The arithmetic circuits alone, like adders, multipliers etc., regardless if they are mechanical or electronic, analog or digital, should not be called computers.

When the arithmetic circuits, i.e. the "central arithmetical part", as called by von Neumann, are coupled with a "central control part", as called by von Neumann, i.e. with a sequencer that is connected in a feedback loop with the arithmetic part, so that the computation results can modify the sequence of computations, then this device must be named as a "computer", regardless whether the computations are done with analog circuits or with digital circuits.

What defines a computer (according to the definition already given by von Neumann, which is the right definition in my opinion) is closing the feedback loop between the arithmetic part and the control part, which raises the order of the system in comparison with a simple finite state automaton, not how those parts are implemented.

The control part must be discrete, i.e. digital, but the arithmetic part can be completely analog. Closing the feedback loop, i.e. the conditional jumps executed by the control part, can be done with analog comparators that provide the predicates tested by the conditional jumps. The state of an analog arithmetic part uses capacitors, inductors or analog integrators, instead of digital registers.

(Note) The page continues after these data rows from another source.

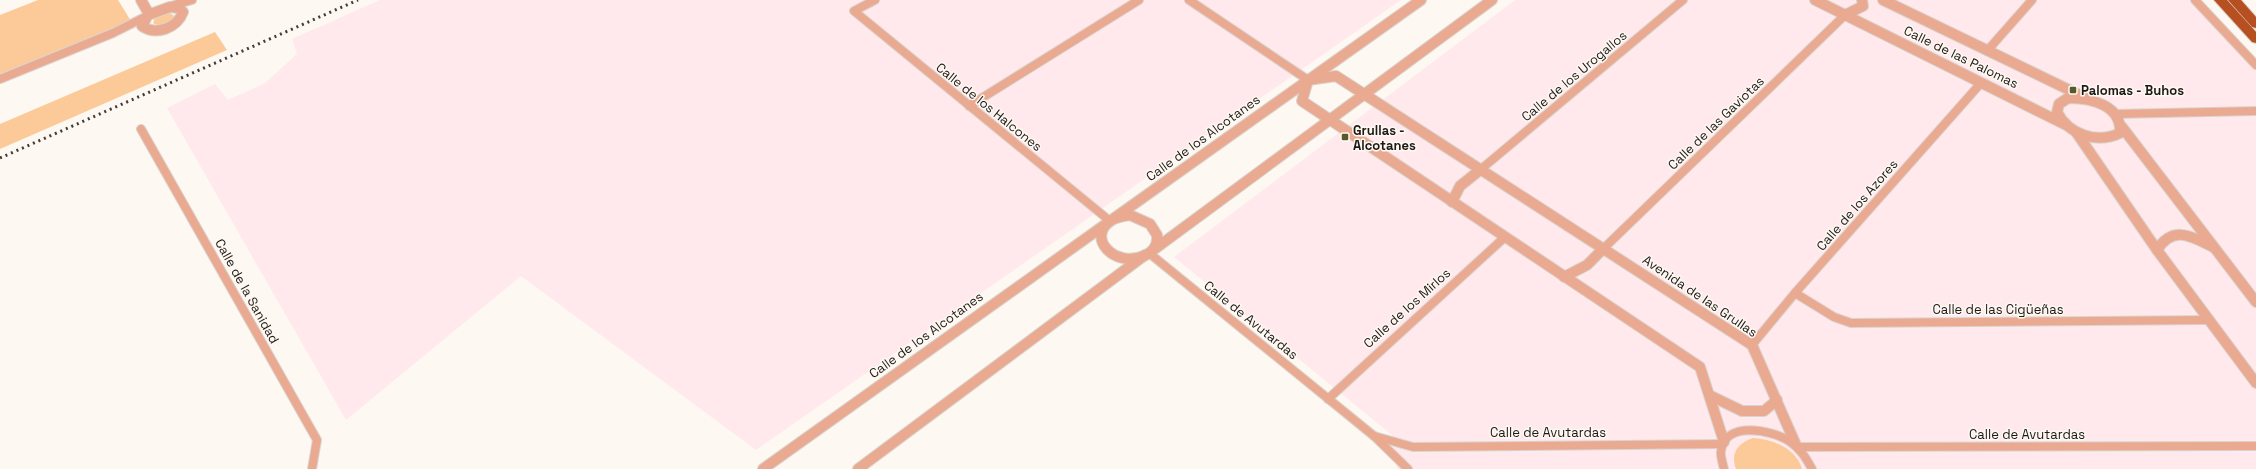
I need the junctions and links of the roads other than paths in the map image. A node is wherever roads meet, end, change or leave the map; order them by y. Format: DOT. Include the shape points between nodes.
graph roads {
  1 [pos="141,0"];
  2 [pos="192,0"];
  3 [pos="195,0"];
  4 [pos="874,0"];
  5 [pos="1139,0"];
  6 [pos="1189,0"];
  7 [pos="1421,0"];
  8 [pos="1492,0"];
  9 [pos="1683,0"];
  10 [pos="1815,0"];
  11 [pos="1862,0"];
  12 [pos="1884,0"];
  13 [pos="2032,0"];
  14 [pos="2195,0"];
  15 [pos="2220,0"];
  16 [pos="2234,0"];
  17 [pos="2245,0"];
  18 [pos="165,5"];
  19 [pos="183,12"];
  20 [pos="2256,12"];
  21 [pos="148,15"];
  22 [pos="1845,15"];
  23 [pos="2256,24"];
  24 [pos="144,29"];
  25 [pos="113,33"];
  26 [pos="2256,39"];
  27 [pos="1987,51"];
  28 [pos="2256,65"];
  29 [pos="0,79"];
  30 [pos="1308,80"];
  31 [pos="1981,83"];
  32 [pos="1365,94"];
  33 [pos="2088,100"];
  34 [pos="969,106"];
  35 [pos="2256,111"];
  36 [pos="2115,114"];
  37 [pos="1330,120"];
  38 [pos="2066,125"];
  39 [pos="2122,127"];
  40 [pos="141,129"];
  41 [pos="2076,132"];
  42 [pos="1480,170"];
  43 [pos="1452,202"];
  44 [pos="1110,221"];
  45 [pos="1505,237"];
  46 [pos="1603,249"];
  47 [pos="2217,249"];
  48 [pos="2157,250"];
  49 [pos="1149,253"];
  50 [pos="1564,277"];
  51 [pos="1795,293"];
  52 [pos="2256,302"];
  53 [pos="2208,320"];
  54 [pos="1752,345"];
  55 [pos="2239,362"];
  56 [pos="2256,372"];
  57 [pos="2256,383"];
  58 [pos="1710,396"];
  59 [pos="1328,399"];
  60 [pos="1777,400"];
  61 [pos="1374,436"];
  62 [pos="1724,443"];
  63 [pos="1796,446"];
  64 [pos="2256,446"];
  65 [pos="312,469"];
  66 [pos="763,469"];
  67 [pos="858,469"];
  68 [pos="1408,469"];
  69 [pos="1724,469"];
  70 [pos="1812,469"];
  1 -- 21 [label="street"];
  2 -- 18 [label="street"];
  3 -- 19 [label="street"];
  4 -- 34 [label="street, Calle de los Halcones" via="854,11"];
  5 -- 34 [label="street"];
  6 -- 30 [label="street"];
  7 -- 30 [label="street, Calle de los Alcotanes"];
  8 -- 32 [label="street"];
  9 -- 42 [label="street, Calle de los Urogallos"];
  10 -- 22 [label="street, Calle de las Palomas"];
  11 -- 22 [label="street" via="1863,6"];
  12 -- 27 [label="street, Calle de las Palomas"];
  13 -- 27 [label="street"];
  14 -- 28 [label="street"];
  15 -- 26 [label="highway"];
  16 -- 23 [label="highway"];
  17 -- 20 [label="highway"];
  18 -- 19 [label="street" via="179,8"];
  18 -- 21 [label="street"];
  19 -- 24 [label="street" via="177,22 167,28 154,31"];
  21 -- 24 [label="street" via="142,23"];
  21 -- 25 [label="street"];
  22 -- 31 [label="street, Calle de las Palomas"];
  22 -- 46 [label="street, Calle de las Gaviotas"];
  24 -- 25 [label="street" via="133,27"];
  25 -- 29 [label="street"];
  27 -- 33 [label="street, Calle de las Palomas"];
  30 -- 32 [label="street, Calle de los Alcotanes" via="1336,76"];
  30 -- 37 [label="street" via="1302,101"];
  30 -- 44 [label="street, Calle de los Alcotanes"];
  31 -- 38 [label="street, Calle de las Palomas"];
  31 -- 51 [label="street, Calle de los Azores"];
  32 -- 37 [label="street"];
  32 -- 42 [label="street, Avenida de las Grullas"];
  33 -- 36 [label="street, Calle de las Palomas"];
  33 -- 38 [label="street" via="2068,98 2056,105 2059,118"];
  34 -- 44 [label="street, Calle de los Halcones"];
  35 -- 36 [label="street"];
  36 -- 39 [label="street"];
  37 -- 43 [label="street"];
  37 -- 49 [label="street"];
  38 -- 41 [label="street, Calle de las Palomas"];
  39 -- 41 [label="street" via="2116,137 2108,139 2098,139"];
  39 -- 47 [label="street"];
  40 -- 65 [label="street, Calle de la Sanidad" via="317,440"];
  41 -- 48 [label="street"];
  42 -- 43 [label="street" via="1460,186"];
  42 -- 46 [label="street, Avenida de las Grullas"];
  43 -- 45 [label="street"];
  44 -- 49 [label="street" via="1130,215 1153,225 1158,238"];
  44 -- 49 [label="street" via="1100,237 1112,255 1128,259"];
  44 -- 66 [label="street, Calle de los Alcotanes"];
  45 -- 50 [label="street"];
  45 -- 59 [label="street, Calle de los Mirlos"];
  46 -- 50 [label="street" via="1587,266"];
  46 -- 54 [label="street, Avenida de las Grullas"];
  47 -- 48 [label="street" via="2193,237 2174,234 2162,240"];
  47 -- 52 [label="street"];
  48 -- 53 [label="street"];
  49 -- 59 [label="street, Calle de Avutardas"];
  49 -- 67 [label="street"];
  50 -- 58 [label="street" via="1700,368"];
  51 -- 53 [label="street, Calle de las Cigüeñas" via="1851,323"];
  51 -- 54 [label="street, Calle de los Azores"];
  53 -- 55 [label="street"];
  54 -- 60 [label="street, Avenida de las Grullas"];
  55 -- 56 [label="street"];
  55 -- 57 [label="street"];
  58 -- 60 [label="street" via="1742,411 1764,411"];
  58 -- 62 [label="street"];
  59 -- 61 [label="street, Calle de Avutardas"];
  60 -- 63 [label="street, Avenida de las Grullas"];
  61 -- 62 [label="street, Calle de Avutardas" via="1413,446"];
  61 -- 68 [label="street, Calle de Avutardas"];
  62 -- 63 [label="street" via="1732,434 1755,428 1769,431"];
  62 -- 69 [label="street" via="1720,453"];
  63 -- 64 [label="street, Calle de Avutardas"];
  63 -- 70 [label="street" via="1806,456"];
}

Several decades ago, I had to debug an analog computer during its installation process, before functioning for the first time. That was in a metallurgic plant, and the analog computer provided outputs that controlled the torques of a group of multi-megawatt DC electric motors. The formulae used in the analog computations were very complex, with a large number of adders, multipliers, integrators, square root circuits and so on, which combined inputs from many sensors.

That analog computer (made with op amps) performed a sequence of computations much more complex than the algorithms that were executed on an Intel 8080, which controlled various on-off execution elements of the system, like relays and hydraulic valves and the induction motors that powered some pumps.

The main reason why such analog computers have become obsolete is the difficulty of ensuring that the accuracy of their computations will not change due to aging and due to temperature variations. Making analog computers that are insensitive to aging and temperature raises their cost much above modern digital microcontrollers.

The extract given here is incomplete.